#### [Records supplied]
══════════

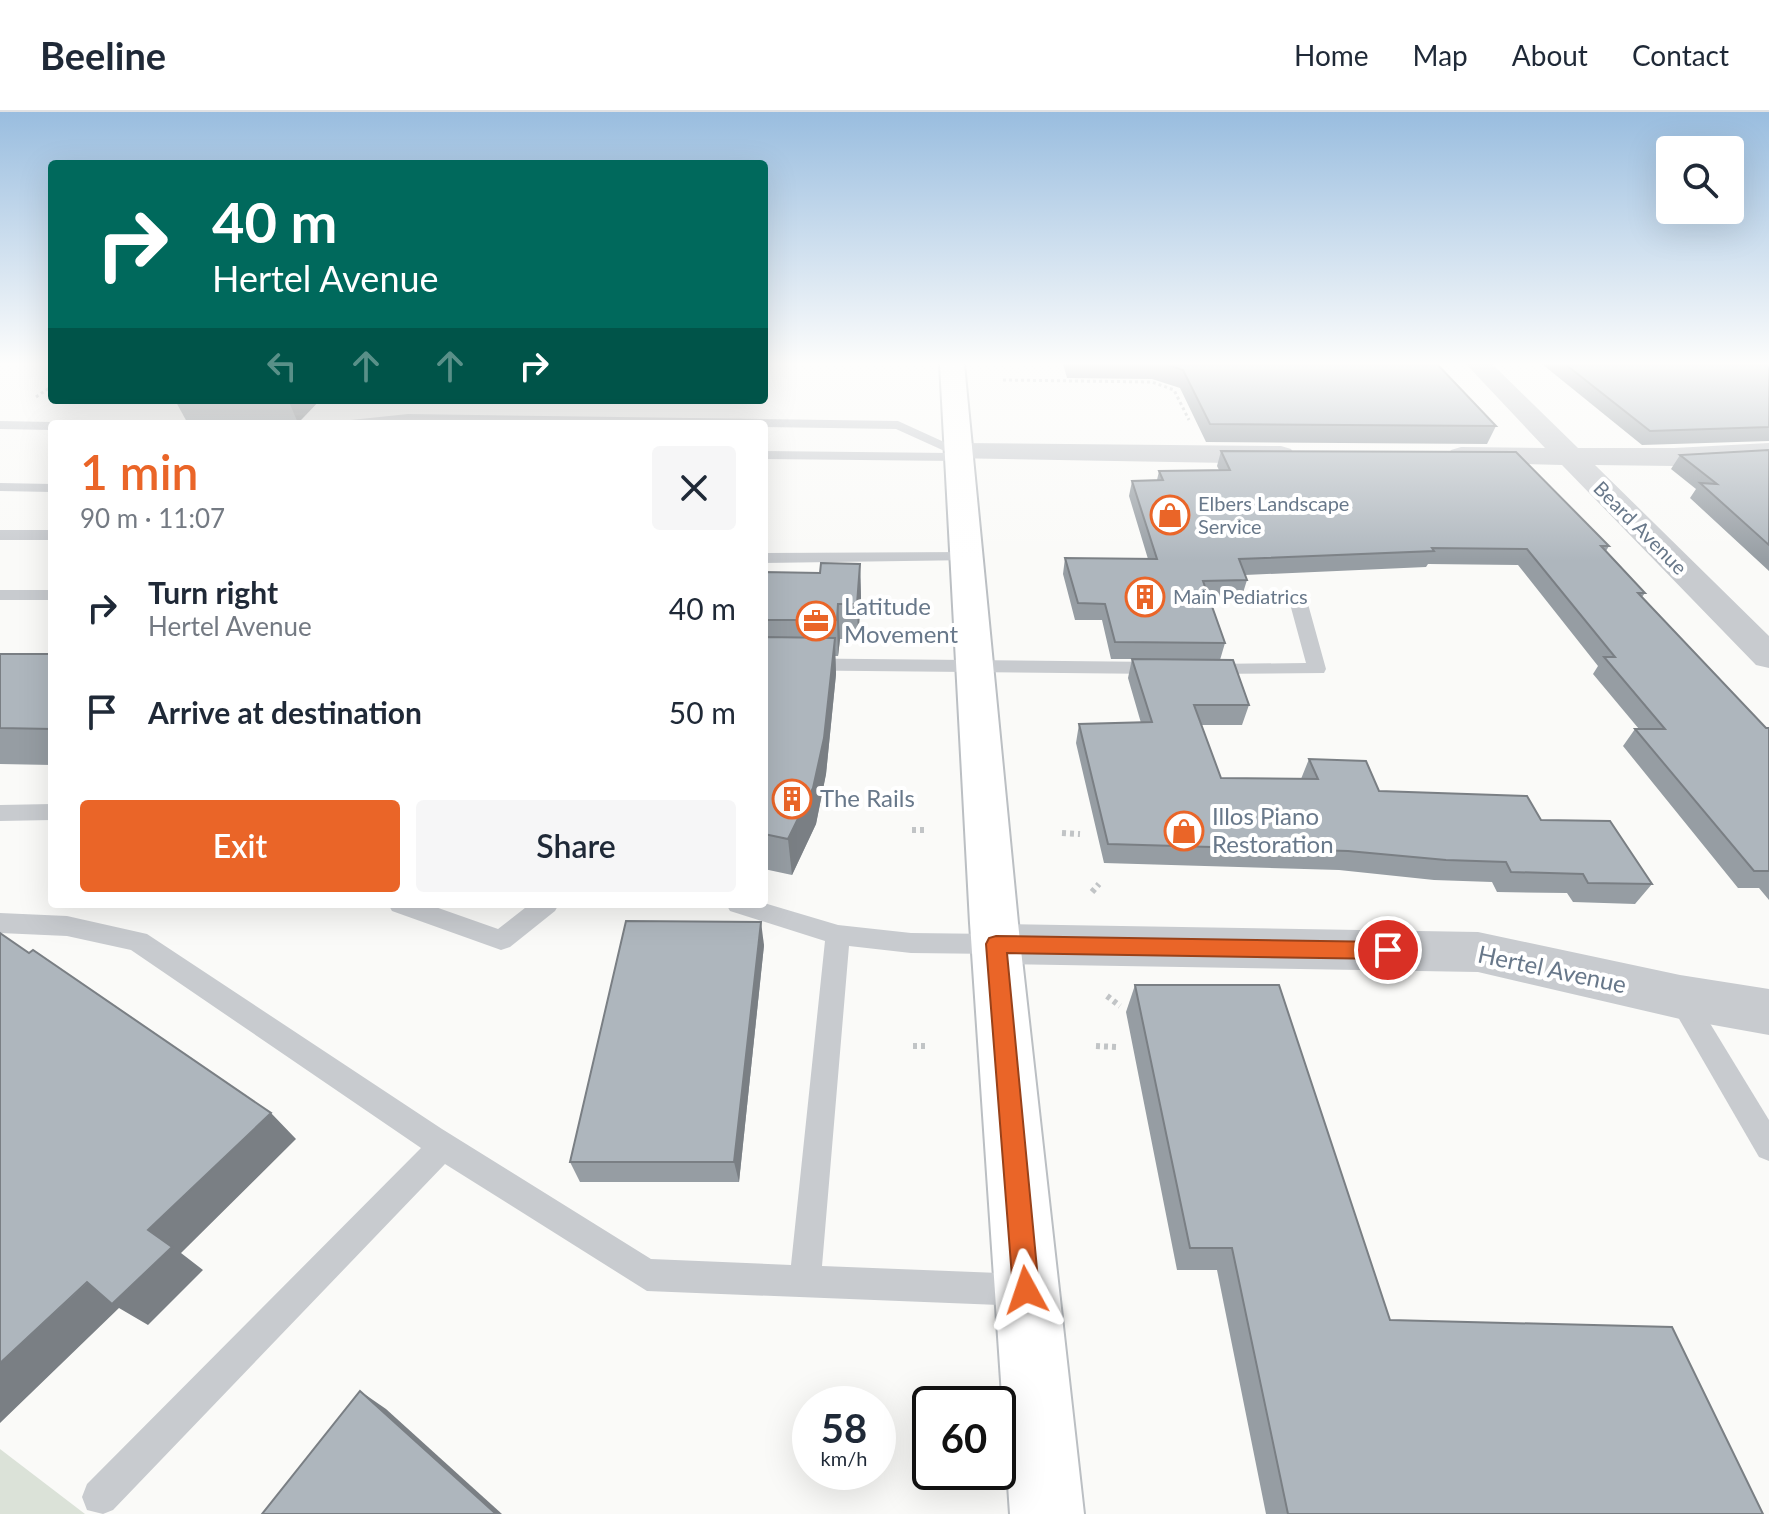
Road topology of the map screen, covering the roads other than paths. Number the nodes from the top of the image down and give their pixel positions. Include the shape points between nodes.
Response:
1 (907, 429) edge
2 (957, 429) edge
3 (1542, 429) edge
4 (1769, 452) edge
5 (959, 454) junction
6 (768, 455) edge
7 (1306, 455) edge
8 (1432, 456) edge
9 (1569, 457) junction
10 (0, 487) edge
11 (48, 488) edge
12 (0, 535) edge
13 (48, 535) edge
14 (968, 557) junction
15 (768, 558) edge
16 (893, 558) junction
17 (841, 575) edge
18 (0, 595) edge
19 (48, 595) edge
20 (1299, 604) dead end
21 (1769, 657) edge
22 (768, 664) edge
23 (976, 666) junction
24 (48, 812) edge
25 (0, 813) edge
26 (411, 908) edge
27 (542, 908) edge
28 (751, 908) edge
29 (0, 923) edge
30 (838, 935) junction
31 (996, 944) junction
32 (1680, 997) junction
33 (1769, 1012) edge
34 (443, 1146) junction
35 (1769, 1147) edge
36 (805, 1281) junction
37 (1026, 1290) junction
38 (100, 1497) dead end
39 (1047, 1514) edge

1 - 5 lane
2 - 5 main road
3 - 9 street, Beard Avenue
4 - 9 street
5 - 6 lane
5 - 7 street
5 - 14 main road
8 - 9 street
9 - 21 street, Beard Avenue
10 - 11 lane
12 - 13 lane
14 - 16 lane
14 - 23 main road
15 - 16 lane
16 - 17 lane
18 - 19 lane
20 - 23 lane via 1317,669
22 - 23 lane
23 - 31 main road
24 - 25 lane
26 - 27 lane via 501,940
28 - 30 lane
29 - 34 lane via 67,926 138,941
30 - 31 lane
30 - 36 lane
31 - 32 street, Hertel Avenue via 1478,952
31 - 37 main road
32 - 33 street, Hertel Avenue
32 - 35 lane
34 - 36 lane via 647,1275
34 - 38 lane
36 - 37 lane
37 - 39 main road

══════════

#### [What you should do]
Out of the entries, report each line that contains the word "main".

#### [Worked solution]
2 - 5 main road
5 - 14 main road
14 - 23 main road
23 - 31 main road
31 - 37 main road
37 - 39 main road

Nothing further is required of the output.